The estimated regression line is
\[ \hat Y=\hat \alpha_1+\hat \beta_1 x \]
We can use this regression line to predict values of Y for specific values of x. We will denote this predicted value with \(\hat \mu_{Y|X}(x)\).
Example: What is the predicted height for a woman whose mother is 69 inches tall?
\(\hat y=\hat \alpha_1+\hat\beta_1x=29.917+0.542\times 69=67.315\)
\(\hat \mu_{Y|X=69}=\hat E(Y|X=69)=67.315\) inches.
This value represents two types of prediction.
Average height of all women whose mothers are 69 inches
Smaller error due to averaging
The height of an individual (future observation) women whose mother is 69 inches.
Higher error for individual prediction
The errors and intervals associated with these two cases are different.
It is easier to estimate the average for populations (smaller error, narrower confidence interval) than to predict a response for an individual (larger error, larger confidence interval).
A \((1-\alpha)100\)% confidence interval is
\[ \hat \mu_{Y|X}(x)\pm t_{n-2,\alpha/2}S_{\epsilon}\sqrt{{1\over n}+{(x-\bar X)^2\over \sum(X_i-\bar X)^2}} \]
The margin of error of average response interval will converge to zero as \(n\to \infty\)
The margin of error depends on variation of response (error).
Confidence interval at the center of predictors, and wider as x moves away from \(\bar X\)
Confidence interval is smaller as sample increase
Larger variance of X leads to a smaller Confidence interval. (more “type” of sample collected.)

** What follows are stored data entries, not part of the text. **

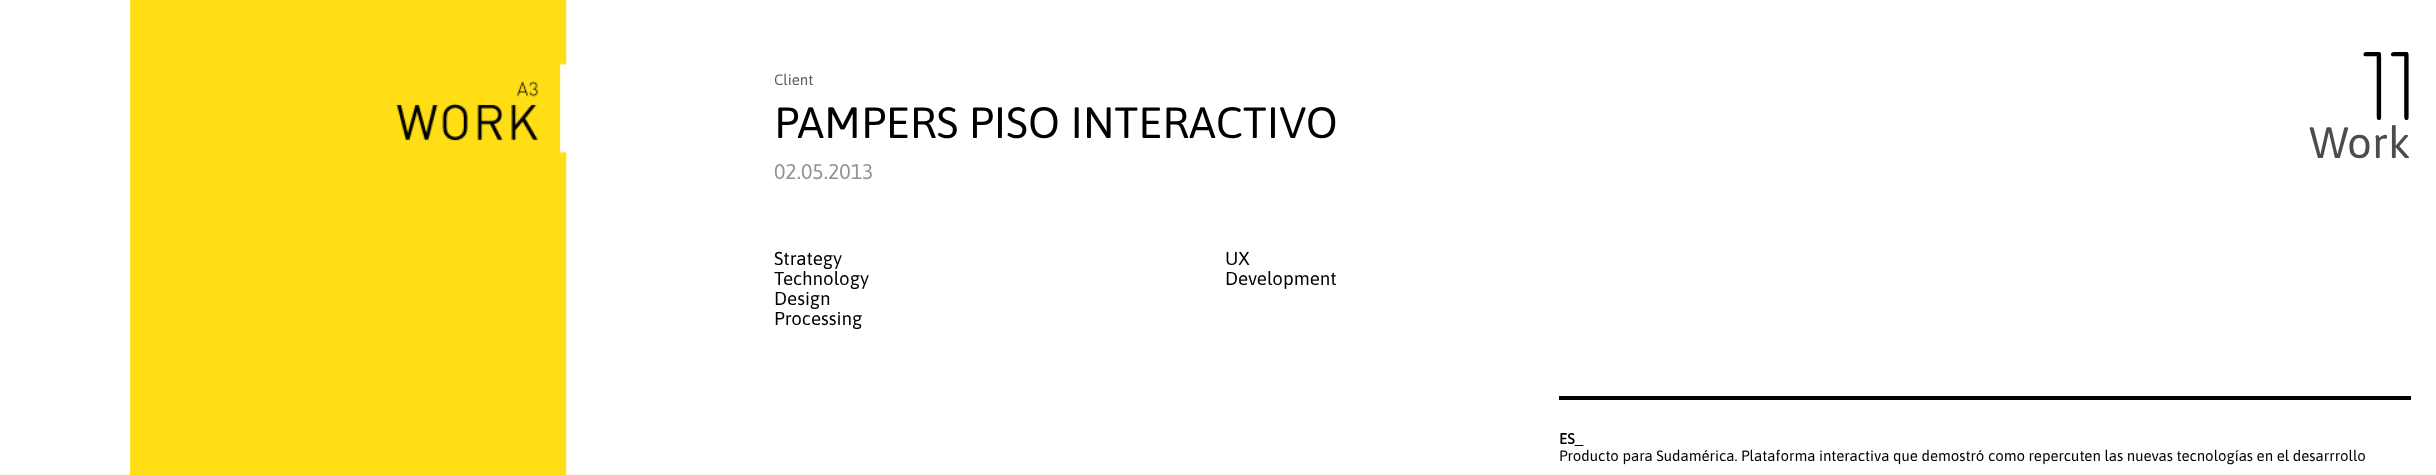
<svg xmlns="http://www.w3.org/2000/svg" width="2436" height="475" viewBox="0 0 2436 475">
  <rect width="100%" height="100%" fill="rgb(255,255,255)"/>
  <image x="129" y="0" width="438" height="475" href="pic1.png"/>
  <text x="774" y="85" font-family="Asap" font-size="15" fill="rgb(92,92,92)">Client</text>
  <text x="774" y="138" font-family="Asap" font-size="43.75" fill="rgb(0,0,0)">PAMPERS PISO INTERACTIVO</text>
  <text x="774" y="179" font-family="Asap" font-size="21.25" fill="rgb(148,146,146)">02.05.2013</text>
  <text x="2362" y="120" font-family="Gruppo" font-size="125" fill="rgb(0,0,0)">11</text>
  <text x="2309" y="158" font-family="Asap" font-size="43.75" fill="rgb(77,76,76)">Work</text>
  <g font-family="Asap" font-size="18.75" fill="rgb(0,0,0)">
    <text>
      <tspan x="774" y="265">Strategy</tspan>
      <tspan x="774" y="285">Technology</tspan>
      <tspan x="774" y="305">Design</tspan>
      <tspan x="774" y="325">Processing</tspan>
    </text>
    <text>
      <tspan x="1225" y="265">UX</tspan>
      <tspan x="1225" y="285">Development</tspan>
    </text>
  </g>
  <rect x="1559" y="396" width="852" height="4" fill="rgb(0,0,0)"/>
  <text x="1559" y="444" font-family="Asap" font-size="15" font-weight="bold" fill="rgb(0,0,0)">ES_</text>
  <text x="1559" y="461" font-family="Asap" font-size="15" fill="rgb(0,0,0)">Producto para Sudamérica. Plataforma interactiva que demostró como repercuten las nuevas tecnologías en el desarrrollo</text>
</svg>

A \((1-\alpha)100\)% prediction interval is
\[ \hat \mu_{Y|X}(x)\pm t_{n-2,\alpha/2}S_{\epsilon}\sqrt{1+{1\over n}+{(x-\bar X)^2\over \sum(X_i-\bar X)^2}} \]
The margin of error of prediction interval will not converge to zero as \(n\to \infty\)
The prediction band is larger in prediction than average response
Both of these intervals can be computed using R.
Example: Compute and interpret the 95% confidence interval and 95% prediction interval when mother’s height is 69 inches.
t <- data.frame(Mheight=69)
predict(model, t, interval = "confidence", level = 0.95)
## fit lwr upr
## 1 67.29798 66.94365 67.65231
predict(model, t, interval = "prediction", level = 0.95)
## fit lwr upr
## 1 67.29798 62.83808 71.75789
Caution: Don’t do prediction for values of x that are far outside of the range of the data.
fit is the \(\hat\mu_{Y|X}\) of data
Interpretation:
Average interval: We are 95% confident that the average height of women whose mother are 69 inches tall is between 66.94 an 67.65.
Prediction interval: We are 9% confident that a particular women whose mother is 69 inches tall is between 62.84 and 71.76 inches.